[THE DATA]
---
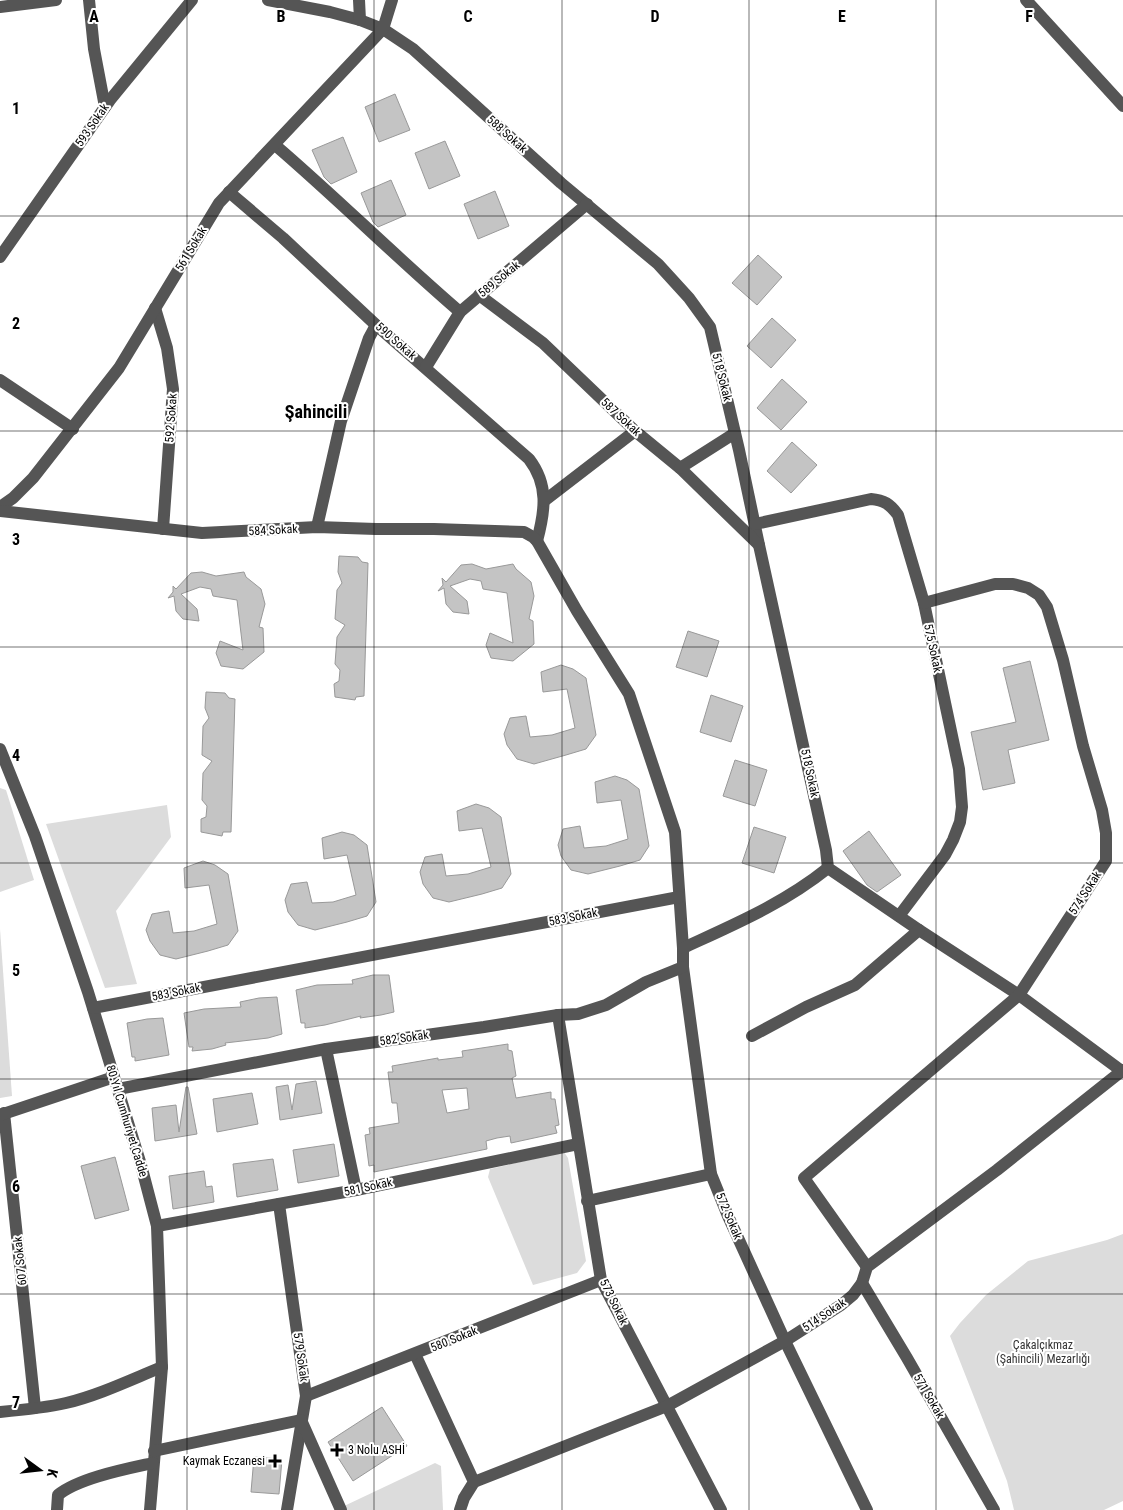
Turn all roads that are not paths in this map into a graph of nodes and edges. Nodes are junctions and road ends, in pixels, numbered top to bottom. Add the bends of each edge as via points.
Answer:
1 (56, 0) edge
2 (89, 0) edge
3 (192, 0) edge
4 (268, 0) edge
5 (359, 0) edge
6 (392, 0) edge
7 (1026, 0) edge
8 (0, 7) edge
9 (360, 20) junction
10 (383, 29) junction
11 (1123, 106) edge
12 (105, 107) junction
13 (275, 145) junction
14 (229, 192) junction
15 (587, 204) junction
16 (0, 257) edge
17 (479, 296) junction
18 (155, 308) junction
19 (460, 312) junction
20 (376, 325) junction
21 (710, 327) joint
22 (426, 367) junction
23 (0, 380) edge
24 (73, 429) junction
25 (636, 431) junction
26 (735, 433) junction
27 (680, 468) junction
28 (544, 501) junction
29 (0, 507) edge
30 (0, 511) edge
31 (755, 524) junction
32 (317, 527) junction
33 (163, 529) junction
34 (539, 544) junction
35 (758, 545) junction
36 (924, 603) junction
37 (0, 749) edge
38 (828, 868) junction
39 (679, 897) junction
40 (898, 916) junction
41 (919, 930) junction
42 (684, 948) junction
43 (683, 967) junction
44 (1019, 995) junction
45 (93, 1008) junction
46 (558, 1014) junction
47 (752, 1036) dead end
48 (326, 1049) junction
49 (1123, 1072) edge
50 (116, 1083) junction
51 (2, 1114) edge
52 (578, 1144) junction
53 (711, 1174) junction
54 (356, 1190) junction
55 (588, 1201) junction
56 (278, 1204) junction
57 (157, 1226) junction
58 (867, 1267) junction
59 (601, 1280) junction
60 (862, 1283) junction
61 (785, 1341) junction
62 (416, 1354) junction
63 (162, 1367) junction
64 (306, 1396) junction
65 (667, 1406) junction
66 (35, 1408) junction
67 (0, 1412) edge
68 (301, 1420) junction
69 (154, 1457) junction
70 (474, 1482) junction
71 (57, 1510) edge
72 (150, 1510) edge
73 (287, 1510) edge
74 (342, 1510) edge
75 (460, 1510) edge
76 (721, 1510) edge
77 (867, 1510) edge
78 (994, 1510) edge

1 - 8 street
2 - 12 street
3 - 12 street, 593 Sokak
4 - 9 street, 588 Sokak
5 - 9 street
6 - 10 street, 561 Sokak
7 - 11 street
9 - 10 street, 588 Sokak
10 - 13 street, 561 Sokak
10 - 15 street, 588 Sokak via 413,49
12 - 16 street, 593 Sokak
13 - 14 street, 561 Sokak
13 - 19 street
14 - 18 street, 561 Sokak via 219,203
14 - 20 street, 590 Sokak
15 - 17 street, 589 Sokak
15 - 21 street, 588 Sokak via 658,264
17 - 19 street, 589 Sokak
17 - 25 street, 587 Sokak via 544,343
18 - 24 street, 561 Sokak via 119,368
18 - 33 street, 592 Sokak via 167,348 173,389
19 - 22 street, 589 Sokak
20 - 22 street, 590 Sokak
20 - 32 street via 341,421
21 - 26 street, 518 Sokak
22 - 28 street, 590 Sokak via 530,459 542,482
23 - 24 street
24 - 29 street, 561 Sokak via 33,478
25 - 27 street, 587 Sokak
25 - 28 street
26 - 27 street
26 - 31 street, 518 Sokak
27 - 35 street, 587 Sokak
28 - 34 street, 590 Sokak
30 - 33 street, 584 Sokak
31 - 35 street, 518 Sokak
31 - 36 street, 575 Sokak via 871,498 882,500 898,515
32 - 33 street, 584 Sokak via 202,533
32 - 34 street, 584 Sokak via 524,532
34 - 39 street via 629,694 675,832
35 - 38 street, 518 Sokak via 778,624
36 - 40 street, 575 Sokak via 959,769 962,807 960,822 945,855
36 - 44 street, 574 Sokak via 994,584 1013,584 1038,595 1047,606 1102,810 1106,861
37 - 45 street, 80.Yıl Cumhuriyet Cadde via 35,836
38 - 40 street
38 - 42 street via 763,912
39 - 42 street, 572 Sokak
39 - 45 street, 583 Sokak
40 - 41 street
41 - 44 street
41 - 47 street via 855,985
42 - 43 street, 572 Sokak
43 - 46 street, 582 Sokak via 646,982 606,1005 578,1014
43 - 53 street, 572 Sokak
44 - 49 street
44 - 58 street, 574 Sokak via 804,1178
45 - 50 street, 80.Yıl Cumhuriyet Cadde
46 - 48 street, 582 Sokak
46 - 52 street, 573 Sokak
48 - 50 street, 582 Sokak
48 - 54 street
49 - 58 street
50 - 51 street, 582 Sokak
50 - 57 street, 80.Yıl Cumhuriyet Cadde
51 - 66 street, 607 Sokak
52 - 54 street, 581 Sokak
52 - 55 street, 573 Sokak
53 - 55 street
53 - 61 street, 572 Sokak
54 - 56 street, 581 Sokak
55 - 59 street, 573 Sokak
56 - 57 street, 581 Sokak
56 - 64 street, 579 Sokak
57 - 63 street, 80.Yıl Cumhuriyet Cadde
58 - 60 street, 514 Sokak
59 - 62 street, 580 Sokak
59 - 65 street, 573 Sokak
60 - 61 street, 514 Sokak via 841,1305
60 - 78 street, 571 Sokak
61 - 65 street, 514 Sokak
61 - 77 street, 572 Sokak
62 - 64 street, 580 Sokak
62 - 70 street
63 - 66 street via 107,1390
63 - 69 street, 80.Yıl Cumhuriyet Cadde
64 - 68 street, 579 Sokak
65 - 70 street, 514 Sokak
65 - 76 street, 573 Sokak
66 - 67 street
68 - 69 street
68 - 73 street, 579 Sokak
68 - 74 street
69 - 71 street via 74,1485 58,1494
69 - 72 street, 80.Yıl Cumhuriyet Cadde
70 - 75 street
---
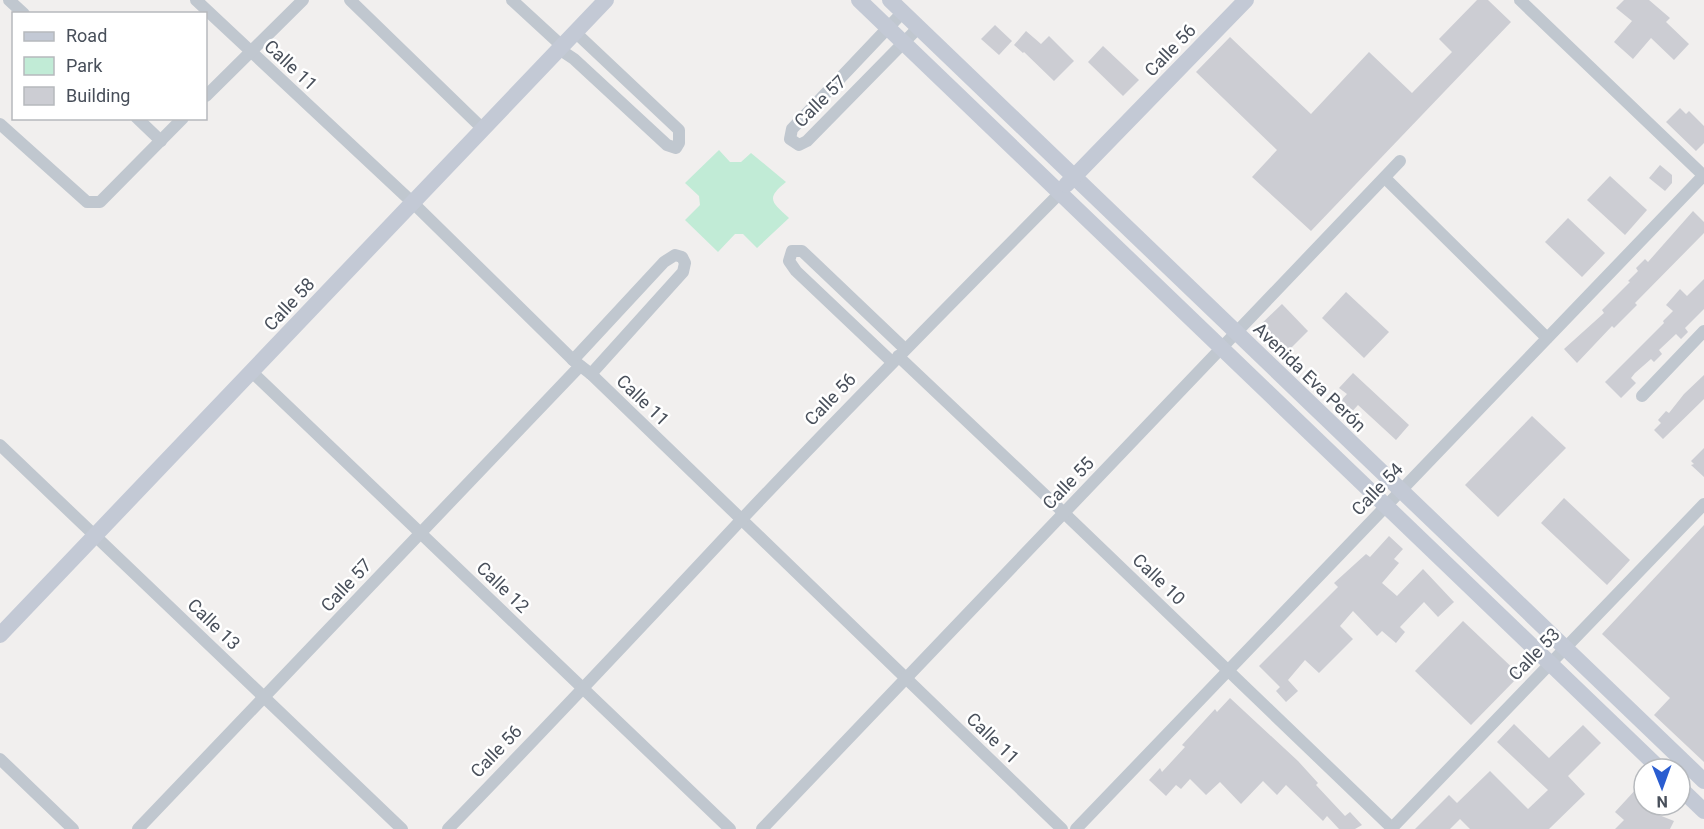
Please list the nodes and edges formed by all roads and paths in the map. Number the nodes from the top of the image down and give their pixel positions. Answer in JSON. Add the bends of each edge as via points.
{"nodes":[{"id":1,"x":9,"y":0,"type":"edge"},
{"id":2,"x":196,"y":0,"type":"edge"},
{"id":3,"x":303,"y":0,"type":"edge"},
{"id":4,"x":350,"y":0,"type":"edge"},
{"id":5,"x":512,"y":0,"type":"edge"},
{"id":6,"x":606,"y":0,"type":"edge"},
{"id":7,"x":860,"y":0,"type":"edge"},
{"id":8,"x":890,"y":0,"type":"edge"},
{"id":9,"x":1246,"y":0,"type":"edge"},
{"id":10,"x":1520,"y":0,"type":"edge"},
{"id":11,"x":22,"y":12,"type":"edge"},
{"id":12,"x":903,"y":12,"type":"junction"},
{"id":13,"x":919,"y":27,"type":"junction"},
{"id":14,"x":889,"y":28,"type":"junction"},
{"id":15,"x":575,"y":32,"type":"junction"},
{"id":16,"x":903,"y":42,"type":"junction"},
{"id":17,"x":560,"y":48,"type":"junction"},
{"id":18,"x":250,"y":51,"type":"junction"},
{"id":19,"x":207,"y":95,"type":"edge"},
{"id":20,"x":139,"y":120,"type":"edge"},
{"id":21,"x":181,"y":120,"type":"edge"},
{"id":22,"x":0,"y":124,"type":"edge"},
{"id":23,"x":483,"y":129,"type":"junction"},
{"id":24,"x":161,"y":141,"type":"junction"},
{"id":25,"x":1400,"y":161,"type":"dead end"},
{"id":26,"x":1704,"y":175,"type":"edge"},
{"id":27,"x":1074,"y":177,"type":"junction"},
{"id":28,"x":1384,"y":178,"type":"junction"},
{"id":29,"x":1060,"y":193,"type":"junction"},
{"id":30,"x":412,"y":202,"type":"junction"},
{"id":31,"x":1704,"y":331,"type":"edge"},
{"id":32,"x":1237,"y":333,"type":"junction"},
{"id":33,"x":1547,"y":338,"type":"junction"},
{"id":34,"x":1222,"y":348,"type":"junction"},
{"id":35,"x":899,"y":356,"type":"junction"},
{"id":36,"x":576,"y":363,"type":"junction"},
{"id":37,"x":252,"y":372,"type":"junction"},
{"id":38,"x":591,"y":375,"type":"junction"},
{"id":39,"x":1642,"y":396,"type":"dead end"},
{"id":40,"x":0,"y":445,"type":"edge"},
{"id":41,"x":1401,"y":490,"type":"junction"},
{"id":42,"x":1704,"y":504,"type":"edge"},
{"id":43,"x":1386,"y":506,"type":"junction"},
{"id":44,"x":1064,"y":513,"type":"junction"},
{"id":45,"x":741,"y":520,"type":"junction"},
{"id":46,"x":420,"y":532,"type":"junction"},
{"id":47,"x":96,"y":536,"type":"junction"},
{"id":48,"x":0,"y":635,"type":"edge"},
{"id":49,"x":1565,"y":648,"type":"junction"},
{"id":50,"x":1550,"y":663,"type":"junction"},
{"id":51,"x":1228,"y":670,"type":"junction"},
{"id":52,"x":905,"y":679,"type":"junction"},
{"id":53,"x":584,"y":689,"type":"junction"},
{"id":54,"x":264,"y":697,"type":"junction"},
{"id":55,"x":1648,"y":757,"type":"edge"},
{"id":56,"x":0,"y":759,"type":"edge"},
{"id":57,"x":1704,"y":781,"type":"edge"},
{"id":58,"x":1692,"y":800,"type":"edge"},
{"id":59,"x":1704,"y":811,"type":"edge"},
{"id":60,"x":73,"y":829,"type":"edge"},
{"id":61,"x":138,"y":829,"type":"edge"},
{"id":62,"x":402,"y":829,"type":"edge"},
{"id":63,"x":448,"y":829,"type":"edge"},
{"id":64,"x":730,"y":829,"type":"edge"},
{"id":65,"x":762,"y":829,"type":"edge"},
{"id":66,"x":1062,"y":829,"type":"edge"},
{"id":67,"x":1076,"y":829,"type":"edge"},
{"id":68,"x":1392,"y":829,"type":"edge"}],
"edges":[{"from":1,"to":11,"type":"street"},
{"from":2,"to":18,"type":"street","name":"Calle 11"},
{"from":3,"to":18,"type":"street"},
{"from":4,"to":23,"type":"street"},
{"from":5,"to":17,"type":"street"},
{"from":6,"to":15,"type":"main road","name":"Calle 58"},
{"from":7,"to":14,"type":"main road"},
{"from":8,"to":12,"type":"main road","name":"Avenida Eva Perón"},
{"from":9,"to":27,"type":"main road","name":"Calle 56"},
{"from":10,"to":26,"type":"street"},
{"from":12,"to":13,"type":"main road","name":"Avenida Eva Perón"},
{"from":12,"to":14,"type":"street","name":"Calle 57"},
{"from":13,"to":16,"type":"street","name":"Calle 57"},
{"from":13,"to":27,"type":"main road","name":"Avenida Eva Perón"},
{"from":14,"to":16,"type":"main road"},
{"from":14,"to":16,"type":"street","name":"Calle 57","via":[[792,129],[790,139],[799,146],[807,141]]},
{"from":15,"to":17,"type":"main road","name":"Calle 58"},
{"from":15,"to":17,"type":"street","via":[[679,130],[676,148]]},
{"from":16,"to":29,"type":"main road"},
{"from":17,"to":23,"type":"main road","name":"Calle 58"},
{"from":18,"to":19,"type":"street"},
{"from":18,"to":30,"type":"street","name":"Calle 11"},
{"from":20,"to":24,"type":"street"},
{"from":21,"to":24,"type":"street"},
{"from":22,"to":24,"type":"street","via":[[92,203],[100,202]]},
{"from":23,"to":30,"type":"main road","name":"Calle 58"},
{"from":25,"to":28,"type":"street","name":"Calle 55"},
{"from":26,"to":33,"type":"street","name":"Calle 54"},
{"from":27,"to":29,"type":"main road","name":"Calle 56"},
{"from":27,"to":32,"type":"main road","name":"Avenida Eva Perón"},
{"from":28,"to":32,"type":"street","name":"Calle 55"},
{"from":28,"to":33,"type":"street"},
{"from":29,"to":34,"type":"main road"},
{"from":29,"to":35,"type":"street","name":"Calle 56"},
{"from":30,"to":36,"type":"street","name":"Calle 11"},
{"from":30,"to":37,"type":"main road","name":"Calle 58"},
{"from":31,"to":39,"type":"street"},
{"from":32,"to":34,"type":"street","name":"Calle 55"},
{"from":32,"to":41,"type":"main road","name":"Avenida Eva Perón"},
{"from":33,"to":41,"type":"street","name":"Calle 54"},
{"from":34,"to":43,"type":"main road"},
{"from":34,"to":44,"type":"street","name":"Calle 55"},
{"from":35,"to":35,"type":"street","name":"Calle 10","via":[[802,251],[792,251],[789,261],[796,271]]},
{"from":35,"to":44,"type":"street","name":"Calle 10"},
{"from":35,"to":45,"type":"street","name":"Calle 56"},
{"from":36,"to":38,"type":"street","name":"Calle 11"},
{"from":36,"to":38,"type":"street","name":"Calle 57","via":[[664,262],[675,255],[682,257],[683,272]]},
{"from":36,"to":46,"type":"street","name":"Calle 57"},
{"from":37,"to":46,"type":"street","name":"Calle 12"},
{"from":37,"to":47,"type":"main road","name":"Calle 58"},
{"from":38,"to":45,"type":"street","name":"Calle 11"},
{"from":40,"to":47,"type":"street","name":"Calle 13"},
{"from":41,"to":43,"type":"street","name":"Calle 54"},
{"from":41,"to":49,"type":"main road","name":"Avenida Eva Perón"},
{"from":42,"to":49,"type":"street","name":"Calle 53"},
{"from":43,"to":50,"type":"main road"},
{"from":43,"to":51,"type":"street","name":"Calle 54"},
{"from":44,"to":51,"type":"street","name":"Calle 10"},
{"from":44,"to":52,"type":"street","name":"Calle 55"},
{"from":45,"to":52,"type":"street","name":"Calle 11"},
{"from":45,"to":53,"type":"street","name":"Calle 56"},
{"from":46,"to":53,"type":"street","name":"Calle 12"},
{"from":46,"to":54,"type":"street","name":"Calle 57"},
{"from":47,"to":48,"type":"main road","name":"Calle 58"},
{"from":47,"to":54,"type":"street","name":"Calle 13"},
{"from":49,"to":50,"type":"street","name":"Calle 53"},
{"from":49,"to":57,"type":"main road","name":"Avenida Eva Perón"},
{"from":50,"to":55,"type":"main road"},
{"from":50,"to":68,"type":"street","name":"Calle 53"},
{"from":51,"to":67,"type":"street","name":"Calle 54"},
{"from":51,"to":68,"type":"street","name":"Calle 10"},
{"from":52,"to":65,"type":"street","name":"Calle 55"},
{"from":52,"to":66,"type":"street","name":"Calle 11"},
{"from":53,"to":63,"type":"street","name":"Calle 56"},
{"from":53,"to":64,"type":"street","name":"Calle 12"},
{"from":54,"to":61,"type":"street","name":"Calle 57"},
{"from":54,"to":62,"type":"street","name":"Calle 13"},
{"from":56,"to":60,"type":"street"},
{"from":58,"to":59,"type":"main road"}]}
---
[TASK TO COMPLETE]
Check every line above for the string "nodes" and copy those that have it.

[TASK OUTPUT]
Turn all roads that are not paths in this map into a graph of nodes and edges. Nodes are junctions and road ends, in pixels, numbered top to bottom. Add the bends of each edge as via points.
Please list the nodes and edges formed by all roads and paths in the map. Number the nodes from the top of the image down and give their pixel positions. Answer in JSON. Add the bends of each edge as via points.
{"nodes":[{"id":1,"x":9,"y":0,"type":"edge"},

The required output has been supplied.